* [SOURCE INFORMATION]
--- START ---
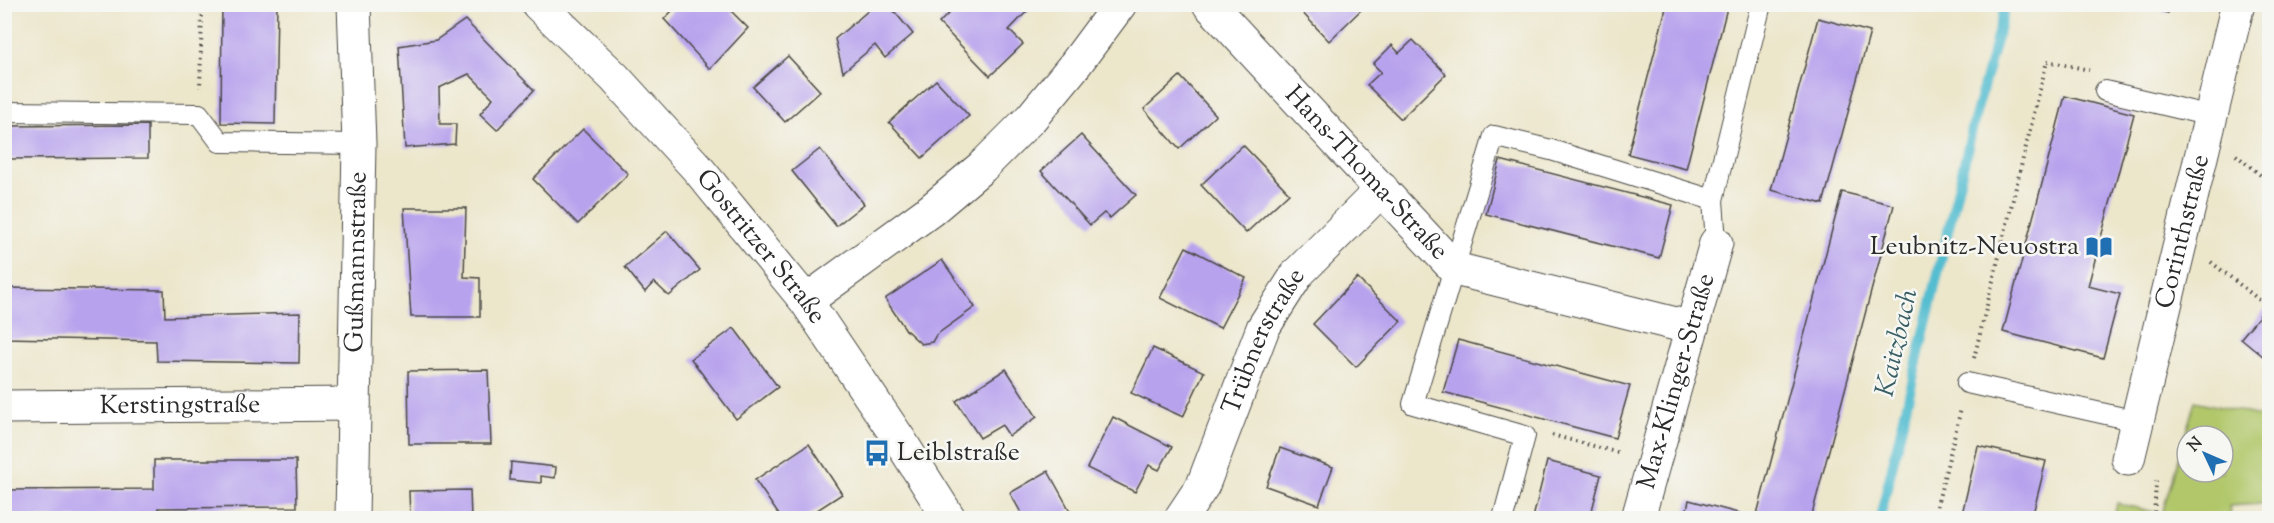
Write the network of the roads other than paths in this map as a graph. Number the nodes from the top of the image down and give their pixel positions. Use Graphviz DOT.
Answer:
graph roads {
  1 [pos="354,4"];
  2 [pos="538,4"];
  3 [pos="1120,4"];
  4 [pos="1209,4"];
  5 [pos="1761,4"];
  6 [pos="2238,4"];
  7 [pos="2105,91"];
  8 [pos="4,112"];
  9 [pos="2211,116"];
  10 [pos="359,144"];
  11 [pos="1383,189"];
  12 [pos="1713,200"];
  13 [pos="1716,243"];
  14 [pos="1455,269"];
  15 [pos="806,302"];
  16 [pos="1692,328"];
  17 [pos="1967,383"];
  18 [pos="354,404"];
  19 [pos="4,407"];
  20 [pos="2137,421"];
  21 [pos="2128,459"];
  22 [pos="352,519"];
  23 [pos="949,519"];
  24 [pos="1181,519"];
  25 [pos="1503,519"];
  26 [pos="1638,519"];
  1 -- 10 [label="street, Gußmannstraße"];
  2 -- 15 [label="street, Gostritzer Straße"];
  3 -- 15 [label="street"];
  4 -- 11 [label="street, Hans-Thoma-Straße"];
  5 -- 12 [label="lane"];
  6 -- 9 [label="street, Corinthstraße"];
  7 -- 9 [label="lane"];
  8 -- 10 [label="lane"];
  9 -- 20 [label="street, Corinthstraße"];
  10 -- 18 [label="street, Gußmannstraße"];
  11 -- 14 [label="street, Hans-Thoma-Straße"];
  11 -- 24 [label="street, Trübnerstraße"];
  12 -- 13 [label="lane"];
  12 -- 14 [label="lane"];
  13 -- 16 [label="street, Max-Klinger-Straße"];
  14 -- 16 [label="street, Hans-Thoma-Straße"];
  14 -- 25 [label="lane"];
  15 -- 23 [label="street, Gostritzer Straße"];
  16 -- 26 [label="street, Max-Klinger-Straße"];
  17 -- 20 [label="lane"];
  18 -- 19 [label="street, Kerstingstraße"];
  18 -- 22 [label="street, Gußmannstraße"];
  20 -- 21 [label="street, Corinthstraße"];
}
--- END ---
--- START ---
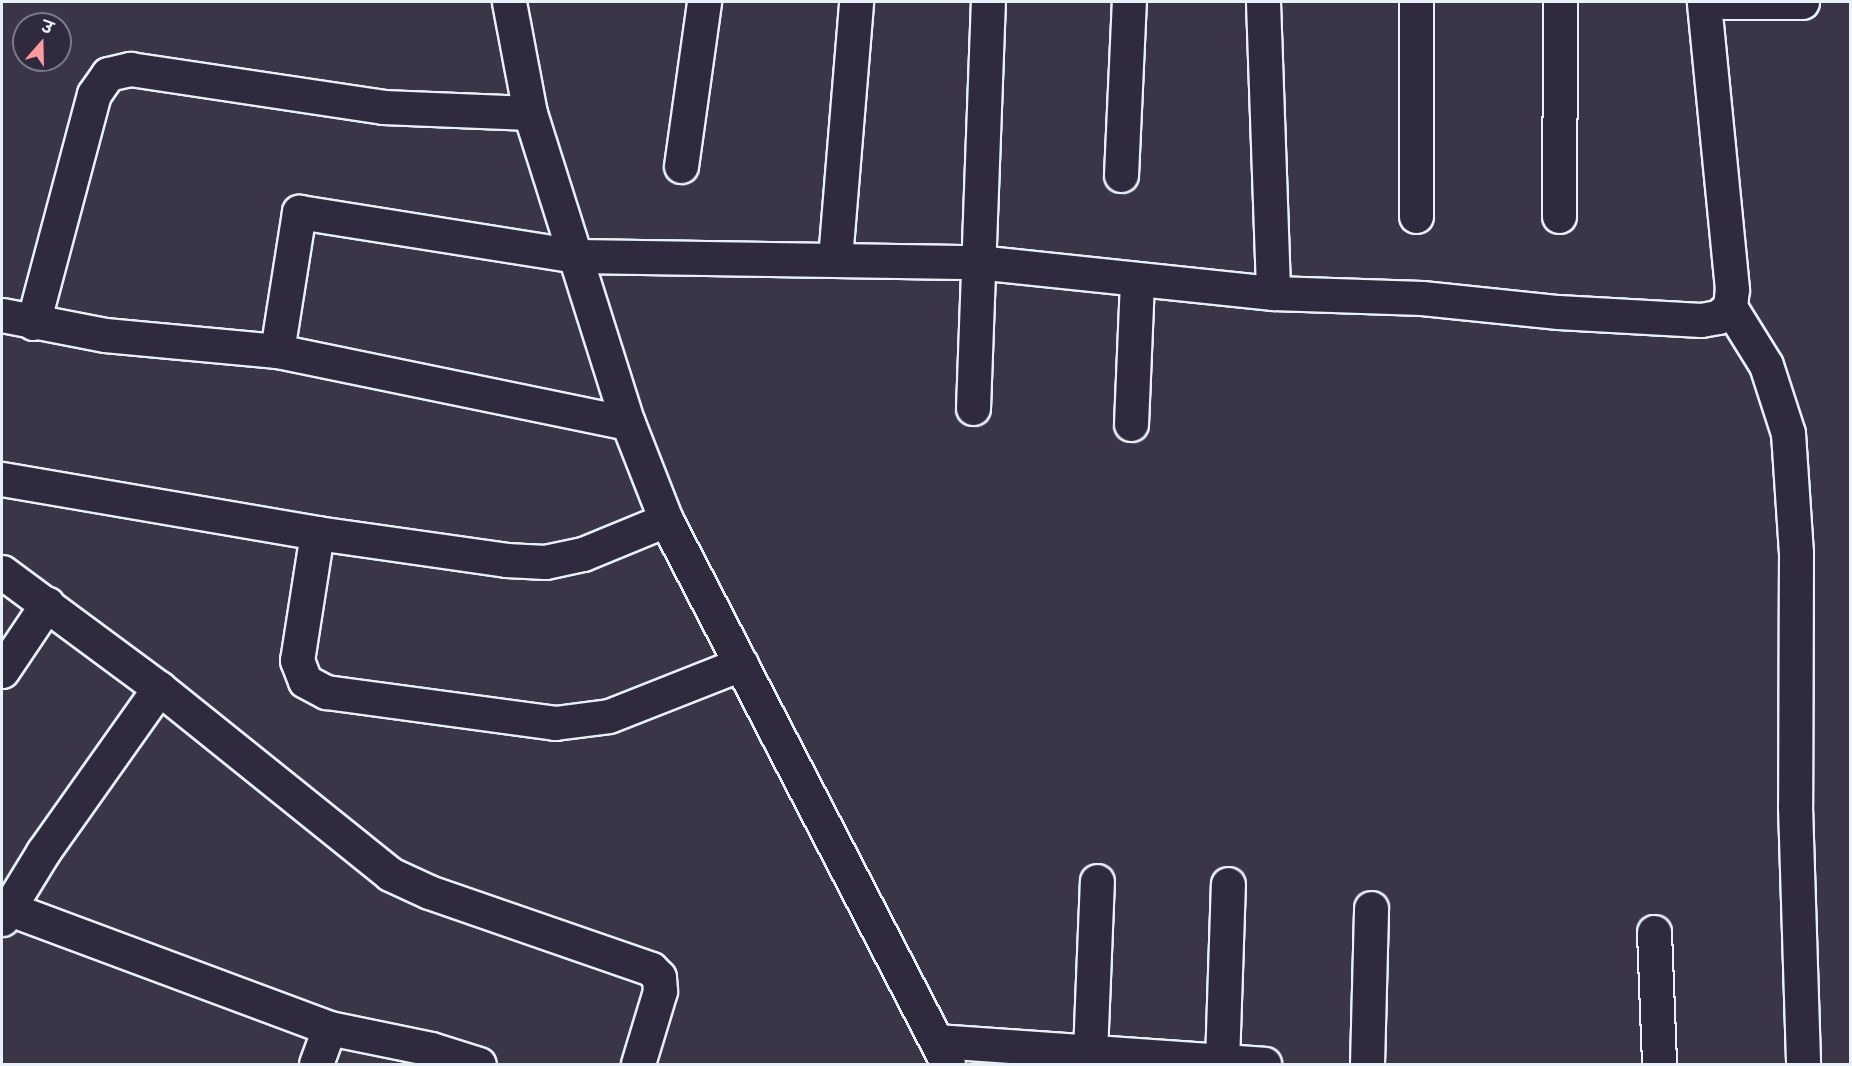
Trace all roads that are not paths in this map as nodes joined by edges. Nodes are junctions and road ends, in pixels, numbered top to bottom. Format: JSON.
--- END ---
* [PROBLEM REQUIREMENTS] Which lines of the listing include the string "nodes"? Pull them out.

* [ANSWER TO THIS PROBLEM]
Write the network of the roads other than paths in this map as a graph. Number the nodes from the top of the image down and give their pixel positions. Use Graphviz DOT.
Trace all roads that are not paths in this map as nodes joined by edges. Nodes are junctions and road ends, in pixels, numbered top to bottom. Format: JSON.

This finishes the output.